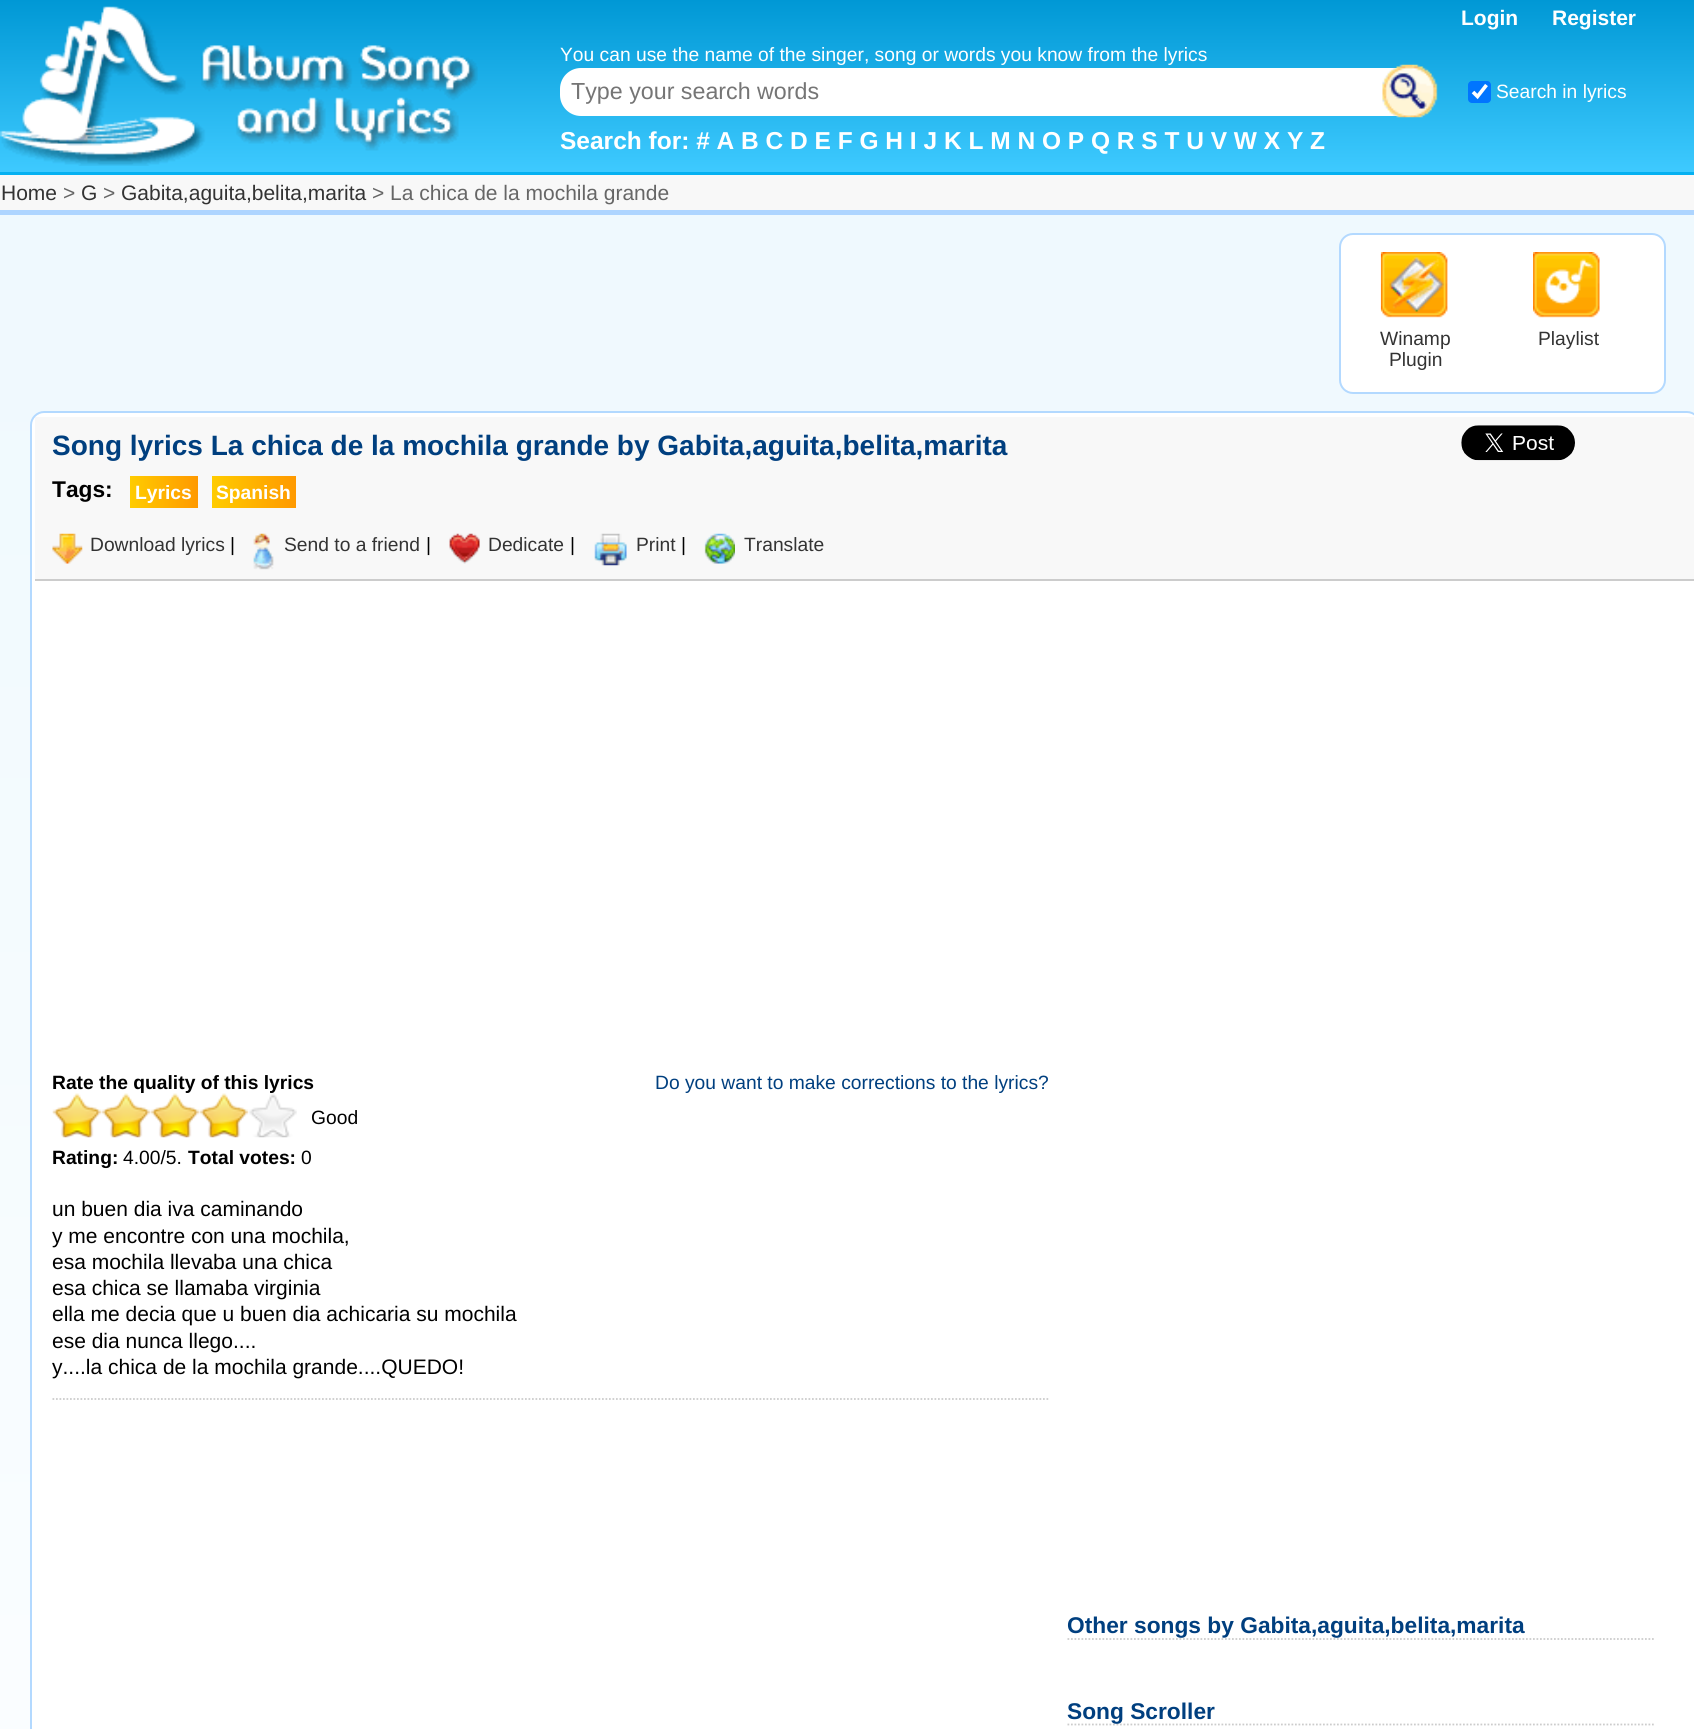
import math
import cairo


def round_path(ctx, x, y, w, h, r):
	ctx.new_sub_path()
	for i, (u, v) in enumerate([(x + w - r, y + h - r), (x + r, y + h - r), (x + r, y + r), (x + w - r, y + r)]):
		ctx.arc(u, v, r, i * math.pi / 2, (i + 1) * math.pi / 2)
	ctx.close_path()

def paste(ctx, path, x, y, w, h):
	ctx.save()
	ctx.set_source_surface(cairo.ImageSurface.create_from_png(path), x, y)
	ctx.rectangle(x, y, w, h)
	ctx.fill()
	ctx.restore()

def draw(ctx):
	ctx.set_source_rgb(1, 1, 1)
	ctx.paint()
	gradient = cairo.LinearGradient(847, 0, 847, 172)
	gradient.add_color_stop_rgba(0, 0, 0.596, 0.835, 1)
	gradient.add_color_stop_rgba(1, 0.243, 0.792, 1, 1)
	ctx.set_source(gradient)
	ctx.rectangle(0, 0, 1694, 172)
	ctx.fill()
	ctx.set_source_rgb(0.027, 0.694, 0.945)
	ctx.rectangle(0, 172, 1694, 3)
	ctx.fill()
	paste(ctx, 'media/1.png', 0, 6, 478, 160)
	ctx.select_font_face('Liberation Sans', cairo.FONT_SLANT_NORMAL, cairo.FONT_WEIGHT_BOLD)
	ctx.set_font_size(21)
	ctx.set_source_rgb(1, 1, 1)
	ctx.move_to(1461, 25)
	ctx.show_text('Login')
	ctx.move_to(1552, 25)
	ctx.show_text('Register')
	ctx.select_font_face('Liberation Sans')
	ctx.set_font_size(19.25)
	ctx.move_to(560, 61)
	ctx.show_text('You can use the name of the singer, song or words you know from the lyrics')
	round_path(ctx, 561, 69, 871, 46, 20)
	ctx.fill_preserve()
	ctx.stroke()
	ctx.set_font_size(23.25)
	ctx.set_source_rgb(0.459, 0.459, 0.459)
	ctx.move_to(571, 99)
	ctx.show_text('Type your search words')
	paste(ctx, 'media/2.png', 1382, 64, 56, 54)
	ctx.set_source_rgb(0, 0.459, 1)
	round_path(ctx, 1468, 81, 23, 22, 4)
	ctx.fill()
	ctx.new_path()
	ctx.move_to(1473, 92)
	ctx.line_to(1477.5, 96.5)
	ctx.line_to(1486.5, 85)
	ctx.set_source_rgb(1, 1, 1)
	ctx.set_line_width(3.6)
	ctx.stroke()
	ctx.set_font_size(19.25)
	ctx.move_to(1496, 98)
	ctx.show_text('Search in lyrics')
	ctx.select_font_face('Liberation Sans', cairo.FONT_SLANT_NORMAL, cairo.FONT_WEIGHT_BOLD)
	ctx.set_font_size(24.5)
	ctx.move_to(560, 149)
	ctx.show_text('Search for: # A B C D E F G H I J K L M N O P Q R S T U V W X Y Z')
	ctx.set_source_rgb(0.969, 0.969, 0.969)
	ctx.rectangle(0, 175, 1694, 35)
	ctx.fill()
	ctx.set_source_rgb(0.682, 0.835, 1)
	ctx.rectangle(0, 210, 1694, 5)
	ctx.fill()
	ctx.select_font_face('Liberation Sans')
	ctx.set_font_size(21)
	ctx.set_source_rgb(0.2, 0.2, 0.2)
	ctx.move_to(1, 200)
	ctx.show_text('Home')
	ctx.set_source_rgb(0.4, 0.4, 0.4)
	ctx.move_to(63, 200)
	ctx.show_text('>')
	ctx.set_source_rgb(0.2, 0.2, 0.2)
	ctx.move_to(81, 200)
	ctx.show_text('G')
	ctx.set_source_rgb(0.4, 0.4, 0.4)
	ctx.move_to(103, 200)
	ctx.show_text('>')
	ctx.set_source_rgb(0.2, 0.2, 0.2)
	ctx.move_to(121, 200)
	ctx.show_text('Gabita,aguita,belita,marita')
	ctx.set_source_rgb(0.4, 0.4, 0.4)
	ctx.move_to(372, 200)
	ctx.show_text('> La chica de la mochila grande')
	gradient = cairo.LinearGradient(860, 215, 860, 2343)
	gradient.add_color_stop_rgba(0, 0.937, 0.976, 0.996, 1)
	gradient.add_color_stop_rgba(1, 1, 1, 1, 1)
	ctx.set_source(gradient)
	ctx.rectangle(0, 215, 1694, 1514)
	ctx.fill()
	ctx.set_source_rgb(1, 1, 1)
	round_path(ctx, 1340, 234, 325, 159, 13)
	ctx.fill_preserve()
	ctx.set_source_rgb(0.702, 0.851, 1)
	ctx.set_line_width(2)
	ctx.stroke()
	paste(ctx, 'media/3.png', 1380, 252, 68, 66)
	ctx.set_font_size(19.25)
	ctx.set_source_rgb(0.2, 0.2, 0.2)
	ctx.move_to(1380, 345)
	ctx.show_text('Winamp')
	ctx.move_to(1389, 366)
	ctx.show_text('Plugin')
	paste(ctx, 'media/4.png', 1533, 252, 67, 66)
	ctx.move_to(1538, 345)
	ctx.show_text('Playlist')
	ctx.set_source_rgb(1, 1, 1)
	ctx.new_path()
	ctx.move_to(44, 412)
	ctx.line_to(1687, 412)
	ctx.curve_to(1694, 412, 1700, 418, 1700, 425)
	ctx.line_to(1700, 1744)
	ctx.line_to(31, 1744)
	ctx.line_to(31, 425)
	ctx.curve_to(31, 418, 37, 412, 44, 412)
	ctx.close_path()
	ctx.fill_preserve()
	ctx.set_source_rgb(0.702, 0.851, 1)
	ctx.stroke()
	ctx.set_source_rgb(0.969, 0.969, 0.969)
	ctx.rectangle(35, 417, 1659, 162)
	ctx.fill()
	ctx.set_source_rgb(0.8, 0.8, 0.8)
	ctx.rectangle(35, 579, 1659, 2)
	ctx.fill()
	ctx.select_font_face('Liberation Sans', cairo.FONT_SLANT_NORMAL, cairo.FONT_WEIGHT_BOLD)
	ctx.set_font_size(28)
	ctx.set_source_rgb(0, 0.247, 0.498)
	ctx.move_to(52, 455)
	ctx.show_text('Song lyrics La chica de la mochila grande by Gabita,aguita,belita,marita')
	ctx.set_font_size(22.75)
	ctx.set_source_rgb(0, 0, 0)
	ctx.move_to(52, 497)
	ctx.show_text('Tags:')
	gradient = cairo.LinearGradient(130, 492, 198, 492)
	gradient.add_color_stop_rgba(0, 1, 0.8, 0, 1)
	gradient.add_color_stop_rgba(1, 1, 0.6, 0, 1)
	ctx.set_source(gradient)
	ctx.rectangle(130, 476, 68, 32)
	ctx.fill()
	ctx.set_font_size(19.25)
	ctx.set_source_rgb(1, 1, 1)
	ctx.move_to(135, 499)
	ctx.show_text('Lyrics')
	gradient = cairo.LinearGradient(212, 492, 296, 492)
	gradient.add_color_stop_rgba(0, 1, 0.8, 0, 1)
	gradient.add_color_stop_rgba(1, 1, 0.6, 0, 1)
	ctx.set_source(gradient)
	ctx.rectangle(212, 476, 84, 32)
	ctx.fill()
	ctx.set_source_rgb(1, 1, 1)
	ctx.move_to(216, 499)
	ctx.show_text('Spanish')
	paste(ctx, 'media/5.png', 1461, 425, 114, 36)
	paste(ctx, 'media/6.png', 52, 533, 31, 31)
	ctx.select_font_face('Liberation Sans')
	ctx.set_source_rgb(0.2, 0.2, 0.2)
	ctx.move_to(90, 551)
	ctx.show_text('Download lyrics')
	ctx.set_source_rgb(0, 0, 0)
	ctx.move_to(230, 551)
	ctx.show_text('|')
	paste(ctx, 'media/7.png', 253, 533, 21, 37)
	ctx.set_source_rgb(0.2, 0.2, 0.2)
	ctx.move_to(284, 551)
	ctx.show_text('Send to a friend')
	ctx.set_source_rgb(0, 0, 0)
	ctx.move_to(426, 551)
	ctx.show_text('|')
	paste(ctx, 'media/8.png', 449, 533, 31, 31)
	ctx.set_source_rgb(0.2, 0.2, 0.2)
	ctx.move_to(488, 551)
	ctx.show_text('Dedicate')
	ctx.set_source_rgb(0, 0, 0)
	ctx.move_to(570, 551)
	ctx.show_text('|')
	paste(ctx, 'media/9.png', 594, 533, 33, 33)
	ctx.set_source_rgb(0.2, 0.2, 0.2)
	ctx.move_to(636, 551)
	ctx.show_text('Print')
	ctx.set_source_rgb(0, 0, 0)
	ctx.move_to(681, 551)
	ctx.show_text('|')
	paste(ctx, 'media/10.png', 704, 533, 31, 31)
	ctx.set_source_rgb(0.2, 0.2, 0.2)
	ctx.move_to(744, 551)
	ctx.show_text('Translate')
	ctx.select_font_face('Liberation Sans', cairo.FONT_SLANT_NORMAL, cairo.FONT_WEIGHT_BOLD)
	ctx.set_source_rgb(0, 0, 0)
	ctx.move_to(52, 1089)
	ctx.show_text('Rate the quality of this lyrics')
	paste(ctx, 'media/11.png', 52, 1093, 50, 45)
	paste(ctx, 'media/12.png', 101, 1093, 50, 45)
	paste(ctx, 'media/12.png', 150, 1093, 50, 45)
	paste(ctx, 'media/12.png', 199, 1093, 50, 45)
	paste(ctx, 'media/13.png', 249, 1093, 48, 45)
	ctx.select_font_face('Liberation Sans')
	ctx.move_to(311, 1124)
	ctx.show_text('Good')
	ctx.select_font_face('Liberation Sans', cairo.FONT_SLANT_NORMAL, cairo.FONT_WEIGHT_BOLD)
	ctx.move_to(52, 1164)
	ctx.show_text('Rating:')
	ctx.select_font_face('Liberation Sans')
	ctx.move_to(123, 1164)
	ctx.show_text('4.00/5.')
	ctx.select_font_face('Liberation Sans', cairo.FONT_SLANT_NORMAL, cairo.FONT_WEIGHT_BOLD)
	ctx.move_to(188, 1164)
	ctx.show_text('Total votes:')
	ctx.select_font_face('Liberation Sans')
	ctx.move_to(301, 1164)
	ctx.show_text('0')
	ctx.set_source_rgb(0, 0.247, 0.498)
	ctx.move_to(655, 1089)
	ctx.show_text('Do you want to make corrections to the lyrics?')
	ctx.new_path()
	ctx.move_to(52.5, 1399)
	ctx.line_to(1050, 1399)
	ctx.set_source_rgb(0.8, 0.8, 0.8)
	ctx.set_line_width(1.8)
	ctx.set_dash([1.75, 1.75])
	ctx.stroke()
	ctx.set_font_size(21)
	ctx.set_source_rgb(0, 0, 0)
	for x, y, s in [
		(52, 1216, 'un buen dia iva caminando'),
		(52, 1243, 'y me encontre con una mochila,'),
		(52, 1269, 'esa mochila llevaba una chica'),
		(52, 1295, 'esa chica se llamaba virginia'),
		(52, 1321, 'ella me decia que u buen dia achicaria su mochila'),
		(52, 1348, 'ese dia nunca llego....'),
		(52, 1374, 'y....la chica de la mochila grande....QUEDO!'),
	]:
		ctx.move_to(x, y)
		ctx.show_text(s)
	ctx.new_path()
	ctx.move_to(1067.5, 1639)
	ctx.line_to(1655.5, 1639)
	ctx.set_source_rgb(0.8, 0.8, 0.8)
	ctx.stroke()
	ctx.select_font_face('Liberation Sans', cairo.FONT_SLANT_NORMAL, cairo.FONT_WEIGHT_BOLD)
	ctx.set_font_size(22.75)
	ctx.set_source_rgb(0, 0.247, 0.498)
	ctx.move_to(1067, 1633)
	ctx.show_text('Other songs by Gabita,aguita,belita,marita')
	ctx.new_path()
	ctx.move_to(1067.5, 1724.5)
	ctx.line_to(1655.5, 1724.5)
	ctx.set_source_rgb(0.8, 0.8, 0.8)
	ctx.stroke()
	ctx.set_source_rgb(0, 0.247, 0.498)
	ctx.move_to(1067, 1719)
	ctx.show_text('Song Scroller')


surface = cairo.ImageSurface(cairo.FORMAT_RGB24, 1694, 1729)
ctx = cairo.Context(surface)
options = cairo.FontOptions()
options.set_hint_metrics(cairo.HINT_METRICS_OFF)
options.set_hint_style(cairo.HINT_STYLE_NONE)
ctx.set_font_options(options)
ctx.set_miter_limit(4)
draw(ctx)
surface.write_to_png('image.png')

— Problem details —
Using the records above, filter out every line that lacks the string "words" and copy the rest.

— Solution for this problem —
	ctx.show_text('You can use the name of the singer, song or words you know from the lyrics')
	ctx.show_text('Type your search words')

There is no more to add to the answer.